In the back is a ruptured female with a massive belly rupture.  We call her Thing1.  Here’s a better (but not great) shot of her:

Here’s another picture of the blue pig above.  I want you to be sure I’m showing you the same batch of pigs across this post.

Click on the image to see his large rupture.  I wish I had a better shot but I don’t.
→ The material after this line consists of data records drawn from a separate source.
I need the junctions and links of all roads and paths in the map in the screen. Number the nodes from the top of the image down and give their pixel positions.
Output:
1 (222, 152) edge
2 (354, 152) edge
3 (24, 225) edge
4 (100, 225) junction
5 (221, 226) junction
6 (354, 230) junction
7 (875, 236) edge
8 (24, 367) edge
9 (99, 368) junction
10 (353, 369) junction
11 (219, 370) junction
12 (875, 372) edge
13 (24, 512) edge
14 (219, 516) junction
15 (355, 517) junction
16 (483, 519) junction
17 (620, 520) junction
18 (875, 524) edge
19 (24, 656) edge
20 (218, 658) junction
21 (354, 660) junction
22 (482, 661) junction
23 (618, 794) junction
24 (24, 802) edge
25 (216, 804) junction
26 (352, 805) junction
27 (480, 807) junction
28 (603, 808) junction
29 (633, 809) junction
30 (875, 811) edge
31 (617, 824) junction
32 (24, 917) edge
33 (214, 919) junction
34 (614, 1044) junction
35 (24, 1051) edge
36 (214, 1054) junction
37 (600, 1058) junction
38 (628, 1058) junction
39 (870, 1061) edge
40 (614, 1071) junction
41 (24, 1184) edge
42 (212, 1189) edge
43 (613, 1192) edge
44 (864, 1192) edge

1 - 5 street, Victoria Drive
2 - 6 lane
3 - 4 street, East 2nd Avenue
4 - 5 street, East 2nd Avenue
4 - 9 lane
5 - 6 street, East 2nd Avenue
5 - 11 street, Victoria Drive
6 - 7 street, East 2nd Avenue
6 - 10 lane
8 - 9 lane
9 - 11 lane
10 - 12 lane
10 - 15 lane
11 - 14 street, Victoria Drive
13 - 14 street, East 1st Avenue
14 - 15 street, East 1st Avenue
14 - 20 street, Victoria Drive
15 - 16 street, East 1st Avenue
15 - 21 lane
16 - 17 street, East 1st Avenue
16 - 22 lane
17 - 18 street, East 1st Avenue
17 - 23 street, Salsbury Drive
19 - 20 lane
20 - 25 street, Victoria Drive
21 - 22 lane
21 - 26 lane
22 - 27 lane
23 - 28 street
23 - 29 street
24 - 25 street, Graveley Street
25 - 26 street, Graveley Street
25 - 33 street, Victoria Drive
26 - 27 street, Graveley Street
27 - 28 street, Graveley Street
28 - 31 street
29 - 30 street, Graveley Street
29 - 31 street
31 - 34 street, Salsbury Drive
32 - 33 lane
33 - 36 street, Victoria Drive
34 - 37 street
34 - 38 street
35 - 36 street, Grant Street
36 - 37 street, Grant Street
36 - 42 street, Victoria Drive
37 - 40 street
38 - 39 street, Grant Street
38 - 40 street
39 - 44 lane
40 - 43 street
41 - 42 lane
The rupture is within his …male anatomy.  It bulged in three distinct lobes and a portion was raw from where it rubbed the ground.  We thought we were going to have to put him down right away.  Here is the same pig at the end of February.

Where did it go?  In fact, where did any of the ruptures go?

These pigs were scheduled to be executed because of their ruptures.  They would not have survived on the floor in their condition.  I brought them home, switched them to Fertrell feed (high in pro-biotics) fed them twice daily plus a few scraps and gave them room to run in the sunshine and fresh air.  Their gut emptied between feedings.  They burned energy running, rooting, fighting and playing.  No antibiotics, medications or belt straps involved.  Just a change in management.

This winter we just parked them on the new garden and hauled manure away daily, using them to till the soil and work in organic material.  In the spring, summer, and fall we move 3-4 pigs to a fresh 25×25 area every third or fourth day using pig quick fence from Premiere 1 Supplies.  The fencing hugs the contours well, is visible to the livestock and everybody has a healthy respect for it.

Keeping a hog around the farm or house is a great way to boost fertility, create disturbance, pre-compost wastes and feed the family but proper management is the key to health.

One final note, if you smell the pigs you need to add carbon.  Pigs don’t smell, bad managers do.